Московские каникулы, помимо визуальных впечатлений от Оружейной палаты, какого-то сборного концерта, спектакля Театра Кукол, оставили ощущение непрерывной слякоти под ногами. И запахи: ежедневных варёных сосисок в офицерской гостинице, куда нас почему-то поселили, волгких непросыхаемых сапожек с белыми от мокрого снега, песка и соли разводами, свежеиспечённого хлеба, маняще вырывавшегося из каждой булочной, и метро, где так приятно было греться. Стоять в очереди на Красной площади для того, чтобы взглянуть на мумию, не хотелось. Хотелось гулять по праздничному городу, блуждая в переулках старой Москвы, разглядывать витрины магазинов. В один из дней нас повели отдать долг Ленину. Утро, на удивление, выдалось солнечным, и вечно серое неприветливое московское небо окрасилось голубоватым цветом. Стоять в очереди на Красной площади для того, чтобы взглянуть на мумию, не хотелось. Хотелось гулять по праздничному городу, блуждая в переулках старой Москвы, разглядывать витрины магазинов, просто слиться с ритмом толпы, а потом заглянуть в кафе, чтобы выпить горячего какао с какой-нибудь плюшкой. После некоторых сомнений, мы с подружкой «потерялись», вечером в гостинице соврав, что отстали в метро, не успев сесть в нужный поезд. Похоже, нас особо не искали, поскольку после Мавзолея педагогический состав, включая директора, разбежался по магазинам, а ученики были предоставлены сами себе. Впрочем, как и в новогоднюю ночь, когда после десяти вечера учителя веселились в своём номере, наказав мальчикам и девочкам запереться и сидеть в своих комнатах. Мальчишки, не понятно откуда взявшие спиртное, возбуждёнными голосами требовали открыть дверь, стучали, мерзко хихикали. В онемении, мы жевали яблоки с печеньем, кожей ощущая стерегущую нас по другую сторону двери опасность. Я помню то пакостное предощущение чего-то глумливо-постыдного, что невозможно осязать, но от чего в горле начинает пульсировать липкий страх. Мальчишек отогнали проходящие по коридору военные.

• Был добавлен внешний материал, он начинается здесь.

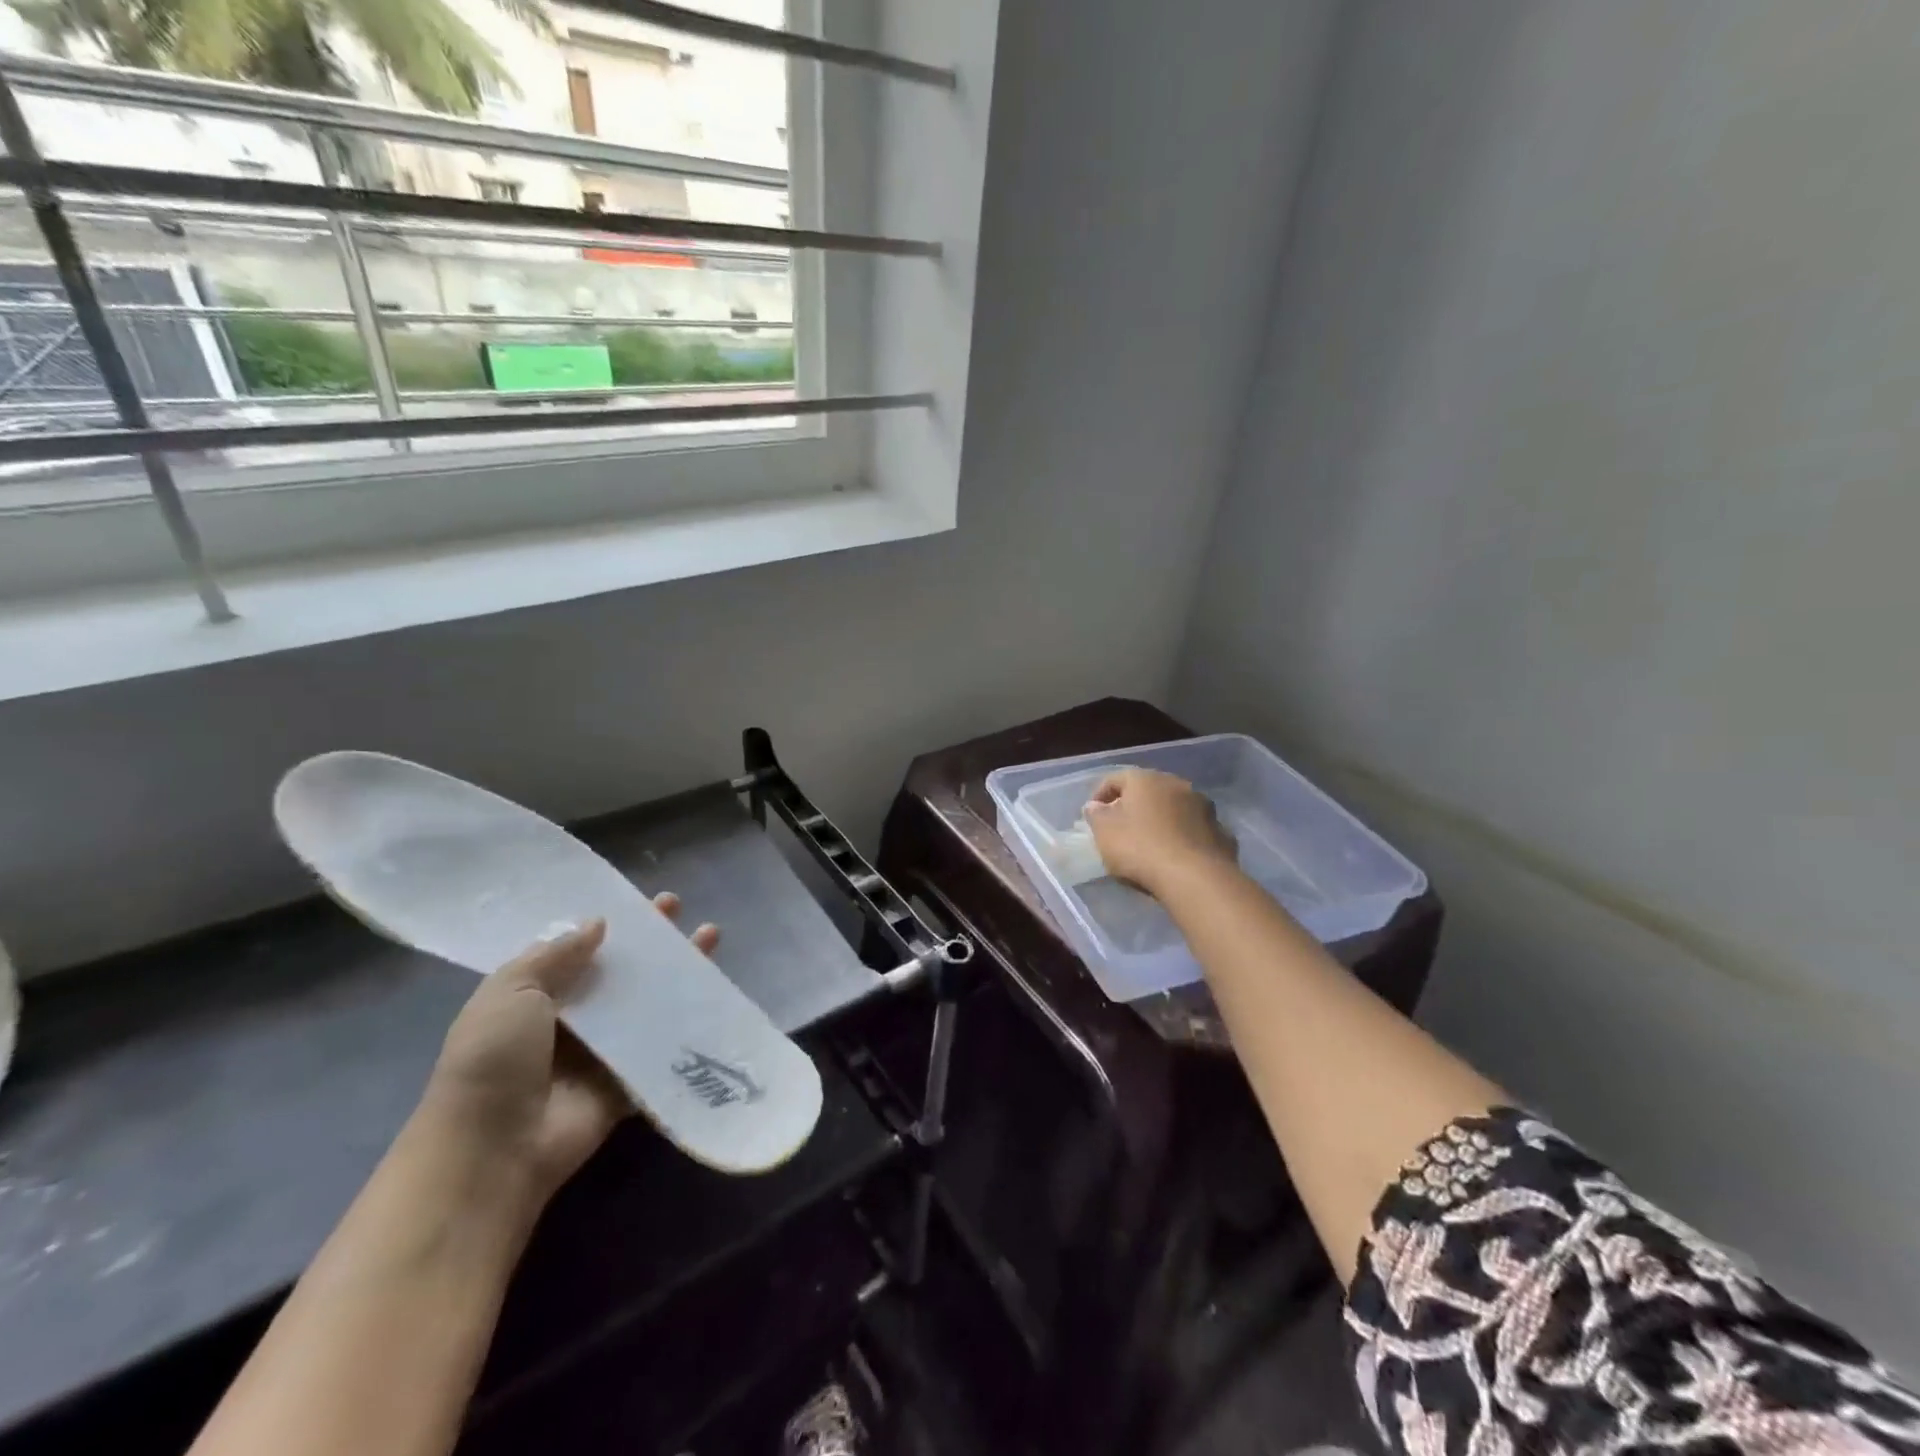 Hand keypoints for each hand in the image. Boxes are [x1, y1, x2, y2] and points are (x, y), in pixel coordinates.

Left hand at [422, 894, 719, 1206]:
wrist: (494, 1150)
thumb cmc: (493, 1060)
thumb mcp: (510, 992)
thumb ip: (554, 955)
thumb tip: (598, 923)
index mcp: (534, 998)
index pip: (579, 951)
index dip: (611, 926)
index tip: (641, 903)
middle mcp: (570, 1022)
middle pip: (619, 973)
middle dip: (650, 942)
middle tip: (679, 908)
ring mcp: (600, 1054)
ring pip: (647, 1004)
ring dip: (677, 973)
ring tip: (710, 937)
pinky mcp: (627, 1084)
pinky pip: (662, 1048)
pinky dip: (688, 1023)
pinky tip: (716, 994)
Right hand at [1084, 768, 1237, 897]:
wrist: (1195, 878)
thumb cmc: (1140, 848)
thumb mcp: (1104, 833)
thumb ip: (1096, 816)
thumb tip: (1095, 806)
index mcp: (1146, 780)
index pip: (1116, 778)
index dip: (1100, 794)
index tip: (1092, 815)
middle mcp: (1177, 785)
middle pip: (1149, 791)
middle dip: (1134, 806)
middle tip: (1121, 827)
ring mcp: (1204, 807)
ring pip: (1175, 808)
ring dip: (1162, 820)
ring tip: (1150, 843)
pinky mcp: (1221, 832)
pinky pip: (1194, 830)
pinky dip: (1183, 837)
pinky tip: (1176, 856)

Домой мы ехали в плацкартном вагоне, и там за сутки вынюхали всё — от вонючих носков до жареной курицы, прокисшего вина и туалетных миазмов. Мы с подружкой ничего не ели, потому что отравились купленным в дорогу печёночным паштетом: перед поездом учителя дали нам два часа на покупку подарков родным и еды в дорогу. Почему-то мы решили, что булка и паштет из кулинарии — как раз то, что надо — и жестоко ошиблись. Но, лёжа на соседних полках, мы то и дело открывали волшебные коробки, разглядывали сладости, потом так же аккуратно засовывали их обратно, чтобы довезти и поделиться с домашними этой нетронутой новогодней красотой
С первого класса в школу я ходила сама: полквартала до угла и потом по Киевской три длинных квартала до школы, за которой начинался круто сбегающий вниз к Боюканам перелесок — пространство небезопасное и не особенно дружелюбное. С приходом осени улица Киевская была засыпана каштанами. Из всех видов деревьев, каштан восхищал меня больше всего, причём, в любое время года: весной — молочными пирамидками соцветий, летом — яркой зубчатой листвой, похожей на перистое опахало. Осенью, когда листья ржавели, на тротуар падали каштаны: их бурые колючие скорлупки трескались, и сквозь раскрывшиеся створки выкатывались гладкие блестящие, плоды. Мы собирали каштаны и жёлуди, чтобы потом смастерить незатейливые фигурки, которые до обидного быстро высыхали и морщились. А зимой я представляла, как окоченевшие ветви покроются набухшими весенними почками, и вообще, я смотрела не на деревья, а под ноги, потому что снег практически не чистили, и после заносов, которые тогда случались довольно часто, надо было пробираться по узкой дорожке между сугробами. После таких снегопадов в школу меня водил папа. Поверх рта и носа мне повязывали шарф, поэтому я молчала и только слушала, как сочно хрустит под ногами снег, да удивлялась высоченным, выше моего роста, утрамбованным по обе стороны улицы сугробам. Свет ещё не погасших ранним утром фонарей блуждал по улице синеватыми зыбкими тенями, то освещая протоптанную тропинку, то исчезая за оцепенелыми деревьями. Но мне было спокойно, потому что папа держал меня за руку и что-то рассказывал, объяснял.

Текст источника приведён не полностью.